If a record contains an image, leave the image out and repeat everything else exactly.
┌────────
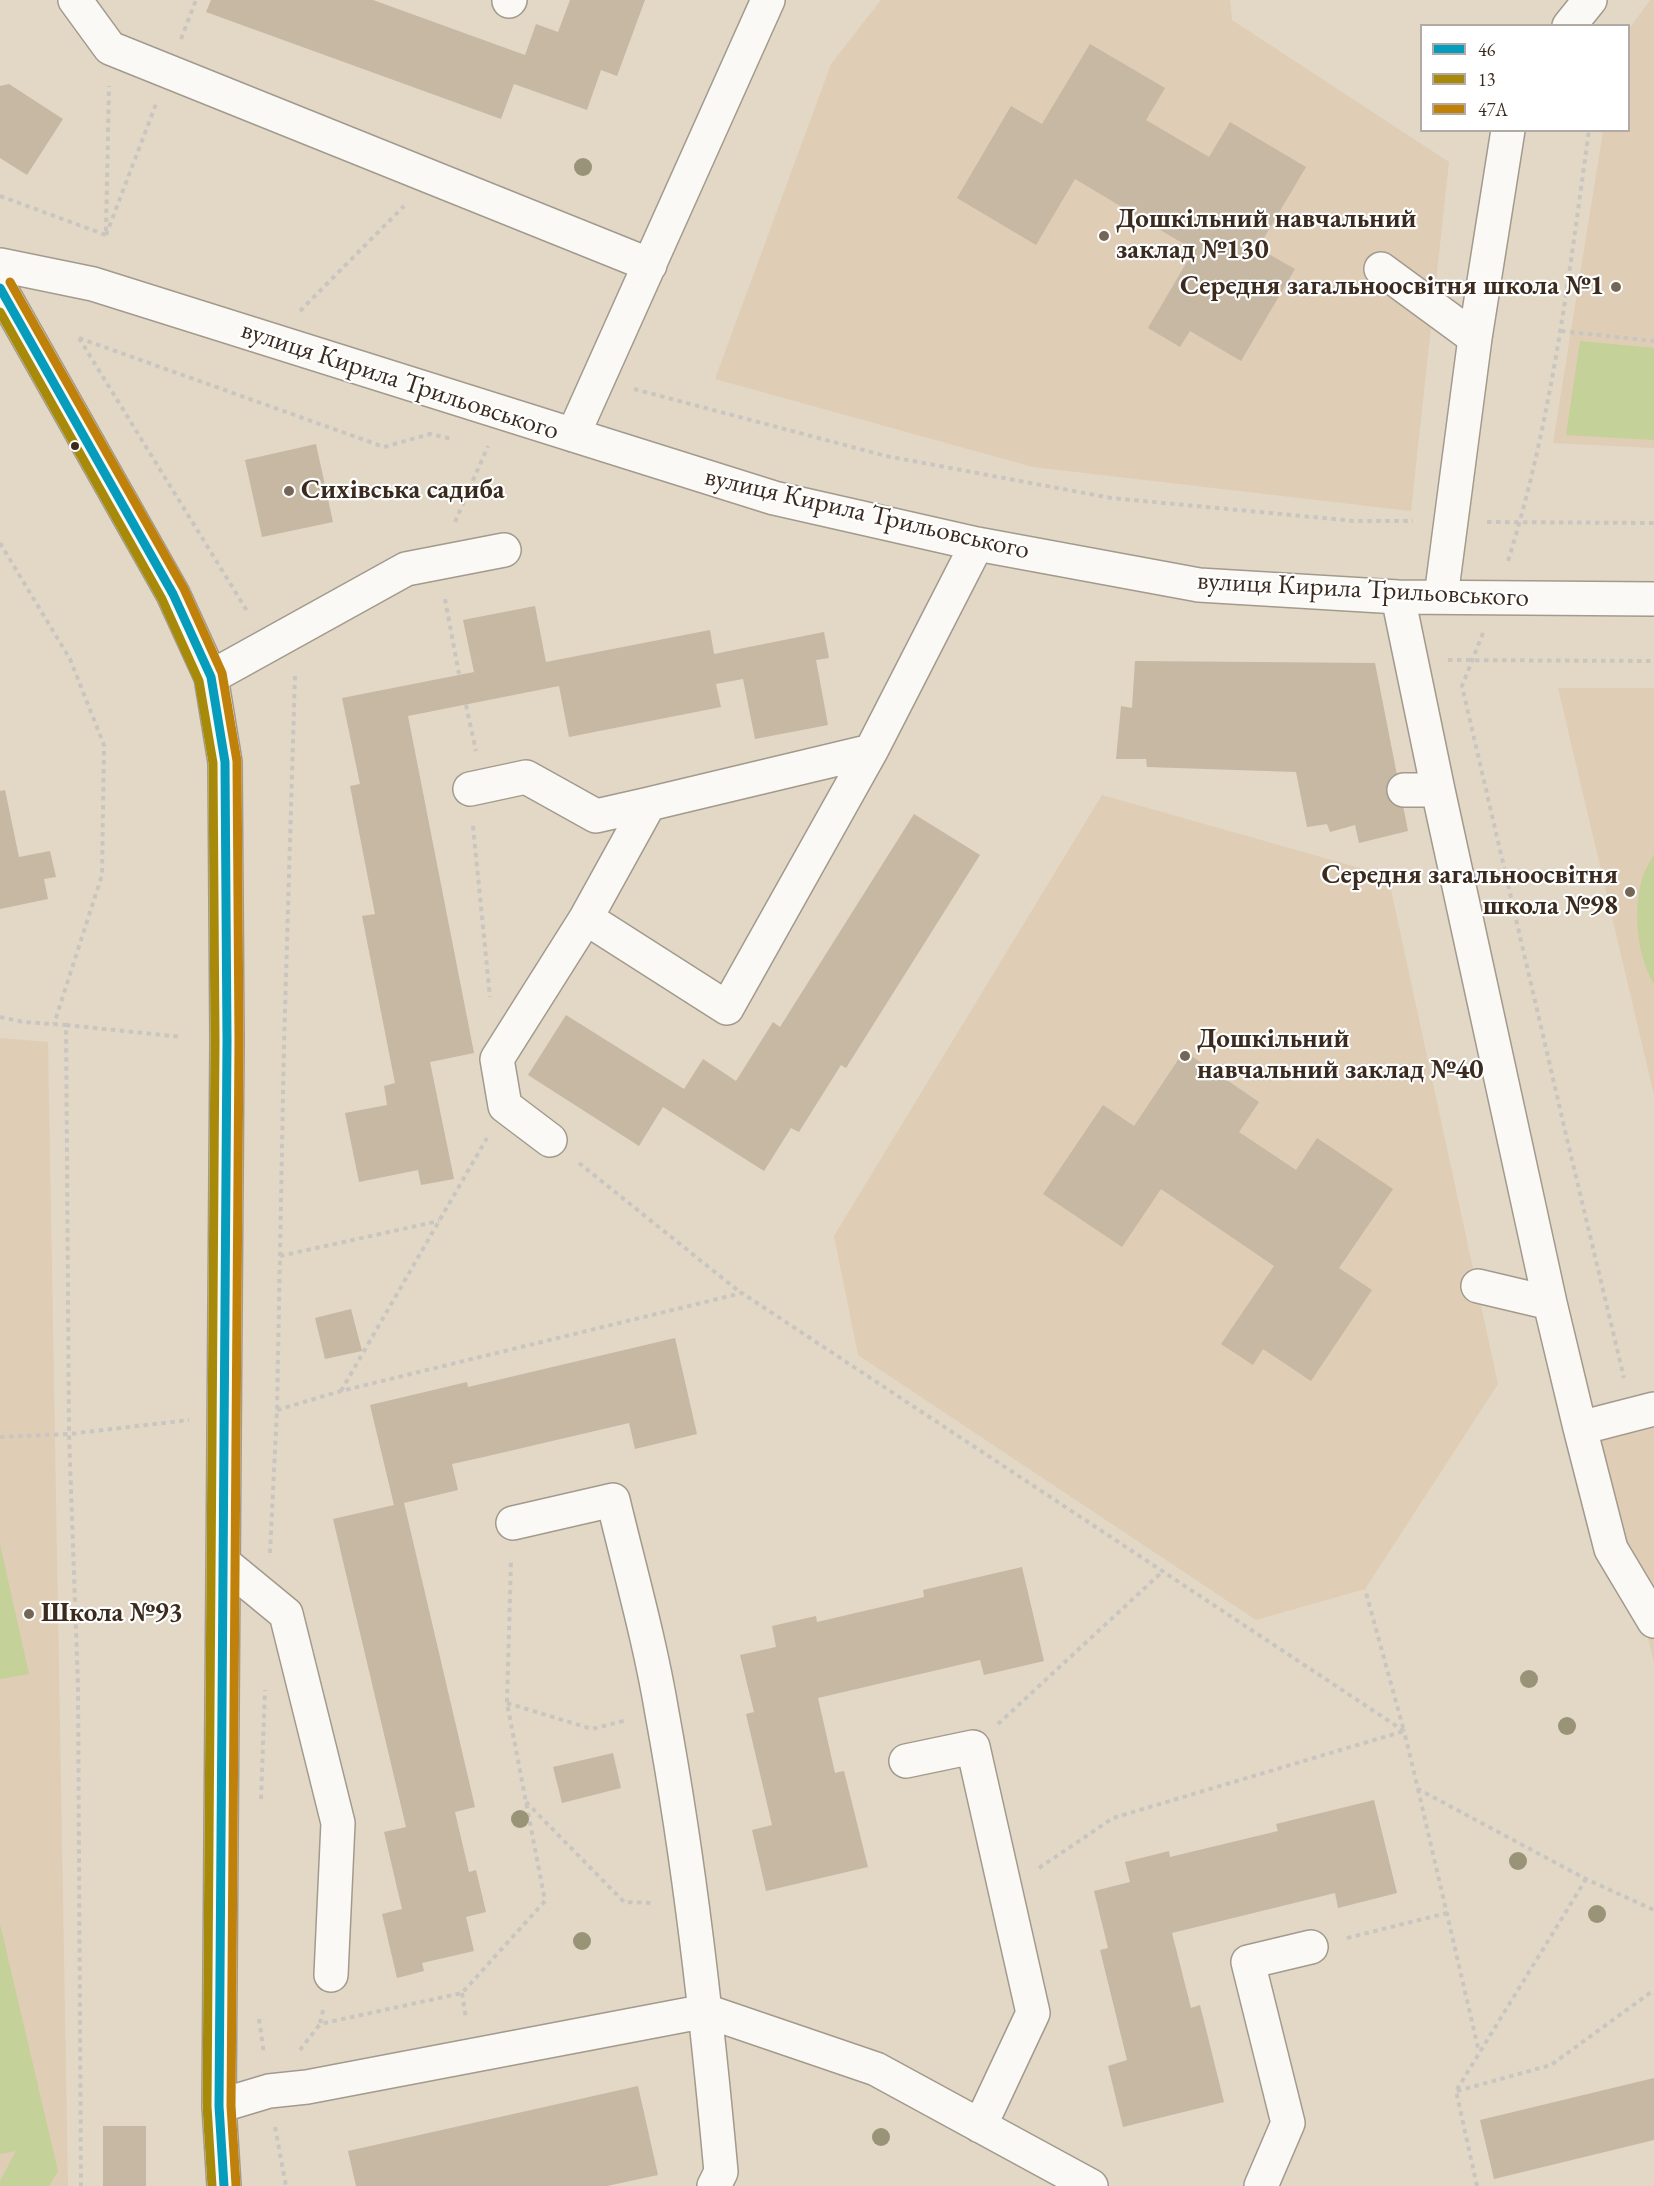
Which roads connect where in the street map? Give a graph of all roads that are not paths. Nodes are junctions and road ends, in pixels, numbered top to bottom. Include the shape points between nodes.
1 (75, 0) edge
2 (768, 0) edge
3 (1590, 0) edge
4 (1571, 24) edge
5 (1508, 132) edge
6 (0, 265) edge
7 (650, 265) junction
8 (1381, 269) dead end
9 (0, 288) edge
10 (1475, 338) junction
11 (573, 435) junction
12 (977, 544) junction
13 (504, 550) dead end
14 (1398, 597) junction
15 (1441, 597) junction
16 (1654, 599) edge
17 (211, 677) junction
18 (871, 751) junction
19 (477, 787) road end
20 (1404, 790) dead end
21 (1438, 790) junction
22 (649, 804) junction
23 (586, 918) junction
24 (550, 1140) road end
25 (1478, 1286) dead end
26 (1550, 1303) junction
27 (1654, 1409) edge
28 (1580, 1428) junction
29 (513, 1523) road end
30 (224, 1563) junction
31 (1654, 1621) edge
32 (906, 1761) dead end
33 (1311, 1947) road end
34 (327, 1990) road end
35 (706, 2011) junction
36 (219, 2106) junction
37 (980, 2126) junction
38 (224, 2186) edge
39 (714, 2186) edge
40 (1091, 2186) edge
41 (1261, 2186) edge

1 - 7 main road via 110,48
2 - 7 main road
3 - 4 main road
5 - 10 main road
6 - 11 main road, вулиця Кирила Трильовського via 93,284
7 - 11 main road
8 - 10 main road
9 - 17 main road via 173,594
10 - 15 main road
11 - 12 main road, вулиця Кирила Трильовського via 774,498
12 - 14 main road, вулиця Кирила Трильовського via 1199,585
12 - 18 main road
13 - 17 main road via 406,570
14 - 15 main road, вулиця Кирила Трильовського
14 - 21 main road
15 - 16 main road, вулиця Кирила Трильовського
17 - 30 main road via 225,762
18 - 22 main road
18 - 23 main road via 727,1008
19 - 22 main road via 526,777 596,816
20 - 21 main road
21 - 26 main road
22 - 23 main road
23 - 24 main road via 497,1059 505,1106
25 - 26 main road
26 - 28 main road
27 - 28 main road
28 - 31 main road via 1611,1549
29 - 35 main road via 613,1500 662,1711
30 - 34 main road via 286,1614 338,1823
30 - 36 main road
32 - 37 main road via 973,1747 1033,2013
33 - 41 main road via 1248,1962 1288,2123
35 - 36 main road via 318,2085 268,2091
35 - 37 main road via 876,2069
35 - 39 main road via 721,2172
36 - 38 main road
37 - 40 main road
└────────
Expected answer
Which roads connect where in the street map? Give a graph of all roads that are not paths. Nodes are junctions and road ends, in pixels, numbered top to bottom. Include the shape points between nodes.
1 (75, 0) edge
2 (768, 0) edge
3 (1590, 0) edge
4 (1571, 24) edge
5 (1508, 132) edge
6 (0, 265) edge
7 (650, 265) junction
8 (1381, 269) dead end
9 (0, 288) edge
10 (1475, 338) junction
11 (573, 435) junction
12 (977, 544) junction
13 (504, 550) dead end
14 (1398, 597) junction
15 (1441, 597) junction
16 (1654, 599) edge
17 (211, 677) junction
18 (871, 751) junction
19 (477, 787) road end
20 (1404, 790) dead end
21 (1438, 790) junction
22 (649, 804) junction
23 (586, 918) junction
24 (550, 1140) road end
25 (1478, 1286) dead end
26 (1550, 1303) junction
27 (1654, 1409) edge
28 (1580, 1428) junction
29 (513, 1523) road end
30 (224, 1563) junction
31 (1654, 1621) edge
32 (906, 1761) dead end
33 (1311, 1947) road end
34 (327, 1990) road end
35 (706, 2011) junction
36 (219, 2106) junction
37 (980, 2126) junction
38 (224, 2186) edge
39 (714, 2186) edge
40 (1091, 2186) edge
41 (1261, 2186) edge

1 - 7 main road via 110,48
2 - 7 main road
3 - 4 main road
5 - 10 main road
6 - 11 main road, вулиця Кирила Трильовського via 93,284
7 - 11 main road
8 - 10 main road
9 - 17 main road via 173,594
10 - 15 main road
11 - 12 main road, вулиця Кирила Трильовського via 774,498
12 - 14 main road, вулиця Кирила Трильовського via 1199,585
12 - 18 main road
13 - 17 main road via 406,570
14 - 15 main road, вулиця Кирила Трильовського
14 - 21 main road
15 - 16 main road, вулиця Кирила Трильовського
17 - 30 main road via 225,762
18 - 22 main road
18 - 23 main road via 727,1008
19 - 22 main road via 526,777 596,816
20 - 21 main road
21 - 26 main road
22 - 23 main road
23 - 24 main road via 497,1059 505,1106
25 - 26 main road
26 - 28 main road
27 - 28 main road
28 - 31 main road via 1611,1549
29 - 35 main road via 613,1500 662,1711
30 - 34 main road via 286,1614 338,1823
30 - 36 main road
32 - 37 main road via 973,1747 1033,2013
33 - 41 main road via 1248,1962 1288,2123
35 - 36 main road via 318,2085 268,2091
35 - 37 main road via 876,2069
35 - 39 main road via 721,2172
36 - 38 main road
37 - 40 main road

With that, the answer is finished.